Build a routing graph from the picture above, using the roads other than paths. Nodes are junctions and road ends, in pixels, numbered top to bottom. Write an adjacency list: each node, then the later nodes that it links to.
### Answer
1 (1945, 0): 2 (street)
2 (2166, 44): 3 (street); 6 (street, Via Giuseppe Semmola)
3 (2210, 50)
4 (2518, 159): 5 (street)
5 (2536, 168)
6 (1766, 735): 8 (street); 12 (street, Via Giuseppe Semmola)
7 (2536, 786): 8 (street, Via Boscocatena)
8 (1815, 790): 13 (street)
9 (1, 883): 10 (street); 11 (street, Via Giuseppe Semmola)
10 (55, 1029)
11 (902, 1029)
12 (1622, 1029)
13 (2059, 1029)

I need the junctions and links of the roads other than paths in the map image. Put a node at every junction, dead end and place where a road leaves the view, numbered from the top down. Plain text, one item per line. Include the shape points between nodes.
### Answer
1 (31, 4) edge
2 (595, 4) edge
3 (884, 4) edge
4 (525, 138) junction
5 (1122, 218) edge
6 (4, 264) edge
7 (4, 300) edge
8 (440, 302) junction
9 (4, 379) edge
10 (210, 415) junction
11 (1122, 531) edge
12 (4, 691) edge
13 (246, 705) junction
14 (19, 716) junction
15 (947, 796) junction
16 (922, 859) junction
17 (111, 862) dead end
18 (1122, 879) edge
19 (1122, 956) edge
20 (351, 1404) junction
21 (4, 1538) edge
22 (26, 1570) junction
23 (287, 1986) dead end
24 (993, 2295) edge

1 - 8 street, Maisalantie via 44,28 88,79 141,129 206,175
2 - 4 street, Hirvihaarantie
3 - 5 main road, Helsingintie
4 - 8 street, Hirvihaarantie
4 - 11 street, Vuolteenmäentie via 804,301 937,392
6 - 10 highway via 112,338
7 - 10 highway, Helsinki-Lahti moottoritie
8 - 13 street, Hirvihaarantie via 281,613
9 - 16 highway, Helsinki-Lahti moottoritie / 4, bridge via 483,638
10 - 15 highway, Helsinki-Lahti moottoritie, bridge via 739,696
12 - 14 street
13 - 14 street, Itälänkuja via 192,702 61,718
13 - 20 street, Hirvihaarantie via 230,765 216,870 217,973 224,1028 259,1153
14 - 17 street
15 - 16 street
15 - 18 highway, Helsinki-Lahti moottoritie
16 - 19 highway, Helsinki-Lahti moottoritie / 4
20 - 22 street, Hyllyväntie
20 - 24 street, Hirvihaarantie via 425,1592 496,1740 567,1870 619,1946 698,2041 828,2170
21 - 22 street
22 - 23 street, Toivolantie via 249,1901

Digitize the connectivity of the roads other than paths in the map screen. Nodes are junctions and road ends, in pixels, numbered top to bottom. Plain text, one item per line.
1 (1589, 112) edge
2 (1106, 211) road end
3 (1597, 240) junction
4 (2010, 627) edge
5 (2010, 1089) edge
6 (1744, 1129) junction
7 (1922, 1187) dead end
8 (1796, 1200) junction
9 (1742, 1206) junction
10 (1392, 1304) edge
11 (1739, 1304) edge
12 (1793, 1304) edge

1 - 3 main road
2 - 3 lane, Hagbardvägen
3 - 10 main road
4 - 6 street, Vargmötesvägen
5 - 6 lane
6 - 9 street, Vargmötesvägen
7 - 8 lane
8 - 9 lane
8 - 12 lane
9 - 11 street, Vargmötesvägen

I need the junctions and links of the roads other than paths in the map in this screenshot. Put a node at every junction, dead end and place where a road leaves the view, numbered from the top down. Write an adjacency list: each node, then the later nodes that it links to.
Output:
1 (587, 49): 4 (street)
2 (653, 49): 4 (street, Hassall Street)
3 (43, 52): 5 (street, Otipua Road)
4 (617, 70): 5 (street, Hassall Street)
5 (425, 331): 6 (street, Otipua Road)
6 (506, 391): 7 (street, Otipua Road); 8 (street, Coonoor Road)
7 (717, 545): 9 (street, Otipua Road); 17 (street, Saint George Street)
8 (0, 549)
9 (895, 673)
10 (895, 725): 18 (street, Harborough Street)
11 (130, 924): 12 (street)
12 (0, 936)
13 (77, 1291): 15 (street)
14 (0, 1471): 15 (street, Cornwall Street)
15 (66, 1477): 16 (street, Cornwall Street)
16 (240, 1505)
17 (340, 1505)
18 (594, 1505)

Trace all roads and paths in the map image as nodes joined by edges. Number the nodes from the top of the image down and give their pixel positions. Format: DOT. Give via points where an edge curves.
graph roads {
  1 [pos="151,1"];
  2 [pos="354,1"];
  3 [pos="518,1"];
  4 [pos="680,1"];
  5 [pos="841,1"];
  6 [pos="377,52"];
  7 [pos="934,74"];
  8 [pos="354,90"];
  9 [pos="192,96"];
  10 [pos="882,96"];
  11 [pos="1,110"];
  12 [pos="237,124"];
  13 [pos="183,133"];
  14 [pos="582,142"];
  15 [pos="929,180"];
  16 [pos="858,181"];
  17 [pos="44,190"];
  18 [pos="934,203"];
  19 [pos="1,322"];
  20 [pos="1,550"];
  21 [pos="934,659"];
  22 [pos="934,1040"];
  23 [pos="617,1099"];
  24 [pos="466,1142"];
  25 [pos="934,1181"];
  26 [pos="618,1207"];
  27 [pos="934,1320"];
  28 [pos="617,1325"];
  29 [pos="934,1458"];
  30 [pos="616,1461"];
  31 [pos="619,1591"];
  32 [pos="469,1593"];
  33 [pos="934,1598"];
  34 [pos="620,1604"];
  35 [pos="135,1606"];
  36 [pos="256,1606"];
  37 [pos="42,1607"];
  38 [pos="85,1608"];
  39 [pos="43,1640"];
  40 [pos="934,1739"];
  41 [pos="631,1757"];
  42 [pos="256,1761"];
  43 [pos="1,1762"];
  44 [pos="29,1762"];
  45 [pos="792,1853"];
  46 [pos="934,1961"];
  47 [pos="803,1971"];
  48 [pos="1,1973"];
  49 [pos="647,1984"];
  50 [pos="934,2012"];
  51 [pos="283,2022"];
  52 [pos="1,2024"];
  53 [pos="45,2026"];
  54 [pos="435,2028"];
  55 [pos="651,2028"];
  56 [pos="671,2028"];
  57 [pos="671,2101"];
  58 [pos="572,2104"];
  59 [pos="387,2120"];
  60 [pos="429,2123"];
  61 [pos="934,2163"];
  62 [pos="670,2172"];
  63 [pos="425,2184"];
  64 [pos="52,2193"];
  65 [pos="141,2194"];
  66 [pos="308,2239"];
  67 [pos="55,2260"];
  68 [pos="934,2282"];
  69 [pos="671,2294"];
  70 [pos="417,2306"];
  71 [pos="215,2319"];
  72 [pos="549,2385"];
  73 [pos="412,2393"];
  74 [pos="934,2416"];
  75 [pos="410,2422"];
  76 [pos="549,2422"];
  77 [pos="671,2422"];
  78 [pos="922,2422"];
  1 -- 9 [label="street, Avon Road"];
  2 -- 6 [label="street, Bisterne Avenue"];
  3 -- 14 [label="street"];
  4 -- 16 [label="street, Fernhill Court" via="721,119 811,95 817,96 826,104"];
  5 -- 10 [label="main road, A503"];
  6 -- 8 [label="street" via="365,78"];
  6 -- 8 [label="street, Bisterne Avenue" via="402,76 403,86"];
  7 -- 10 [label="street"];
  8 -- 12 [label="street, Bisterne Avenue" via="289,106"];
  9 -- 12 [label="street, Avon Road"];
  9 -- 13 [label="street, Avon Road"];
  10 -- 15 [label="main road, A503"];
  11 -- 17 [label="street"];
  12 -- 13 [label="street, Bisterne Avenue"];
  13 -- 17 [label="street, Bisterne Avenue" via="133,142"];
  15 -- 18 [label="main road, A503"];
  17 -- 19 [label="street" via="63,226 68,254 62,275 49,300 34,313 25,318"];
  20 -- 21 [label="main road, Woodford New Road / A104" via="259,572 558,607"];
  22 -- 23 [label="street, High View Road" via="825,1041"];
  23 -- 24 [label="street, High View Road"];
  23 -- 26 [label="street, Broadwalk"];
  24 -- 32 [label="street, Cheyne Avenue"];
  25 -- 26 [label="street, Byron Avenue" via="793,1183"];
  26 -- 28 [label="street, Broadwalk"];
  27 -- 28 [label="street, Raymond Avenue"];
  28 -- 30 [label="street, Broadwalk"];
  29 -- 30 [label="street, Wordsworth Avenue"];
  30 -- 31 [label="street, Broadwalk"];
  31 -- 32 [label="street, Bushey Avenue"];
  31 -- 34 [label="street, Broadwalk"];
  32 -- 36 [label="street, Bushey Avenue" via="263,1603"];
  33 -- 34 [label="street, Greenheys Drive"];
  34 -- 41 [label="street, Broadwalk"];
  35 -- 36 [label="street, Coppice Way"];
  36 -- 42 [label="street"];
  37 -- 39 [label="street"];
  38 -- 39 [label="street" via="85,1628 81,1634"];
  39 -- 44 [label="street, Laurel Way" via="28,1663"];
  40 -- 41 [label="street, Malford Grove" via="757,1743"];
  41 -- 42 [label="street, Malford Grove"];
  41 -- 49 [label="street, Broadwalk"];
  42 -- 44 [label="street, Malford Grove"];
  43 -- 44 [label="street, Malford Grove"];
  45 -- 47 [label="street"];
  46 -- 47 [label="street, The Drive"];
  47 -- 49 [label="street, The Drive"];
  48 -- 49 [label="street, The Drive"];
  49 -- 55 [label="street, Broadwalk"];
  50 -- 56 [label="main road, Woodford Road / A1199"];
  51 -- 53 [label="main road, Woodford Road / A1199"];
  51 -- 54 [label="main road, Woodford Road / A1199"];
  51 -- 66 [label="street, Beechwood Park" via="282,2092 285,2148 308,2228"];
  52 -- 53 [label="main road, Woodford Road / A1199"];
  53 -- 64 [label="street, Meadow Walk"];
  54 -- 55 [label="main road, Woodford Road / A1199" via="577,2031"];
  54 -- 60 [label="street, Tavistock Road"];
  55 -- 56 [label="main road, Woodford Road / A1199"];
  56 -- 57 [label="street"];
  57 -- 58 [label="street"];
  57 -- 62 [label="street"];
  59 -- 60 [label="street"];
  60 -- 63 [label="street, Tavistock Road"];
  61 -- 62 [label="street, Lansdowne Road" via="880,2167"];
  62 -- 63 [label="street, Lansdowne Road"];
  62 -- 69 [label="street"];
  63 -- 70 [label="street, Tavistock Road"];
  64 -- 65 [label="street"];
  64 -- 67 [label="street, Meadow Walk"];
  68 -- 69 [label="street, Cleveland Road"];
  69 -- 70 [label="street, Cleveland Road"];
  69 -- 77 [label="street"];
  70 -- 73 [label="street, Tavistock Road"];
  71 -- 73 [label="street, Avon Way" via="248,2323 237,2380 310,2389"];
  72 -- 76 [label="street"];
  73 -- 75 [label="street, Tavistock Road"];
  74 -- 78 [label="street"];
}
-.-.-
The required output is the set of lines from the first line of the data through the line that contains "points between nodes.", transcribed exactly.

Build a routing graph from the picture above, using the roads other than paths. Nodes are junctions and road ends, in pixels, numbered top to bottom. Write an adjacency list: each node, then the later nodes that it links to.
### Answer
1 (1945, 0): 2 (street)
2 (2166, 44): 3 (street); 6 (street, Via Giuseppe Semmola)
3 (2210, 50)
4 (2518, 159): 5 (street)
5 (2536, 168)
6 (1766, 735): 8 (street); 12 (street, Via Giuseppe Semmola)
7 (2536, 786): 8 (street, Via Boscocatena)
8 (1815, 790): 13 (street)
9 (1, 883): 10 (street); 11 (street, Via Giuseppe Semmola)
10 (55, 1029)
11 (902, 1029)
12 (1622, 1029)
13 (2059, 1029)

I need the junctions and links of the roads other than paths in the map image. Put a node at every junction, dead end and place where a road leaves the view, numbered from the top down. Plain text, one item per line. Include the shape points between nodes.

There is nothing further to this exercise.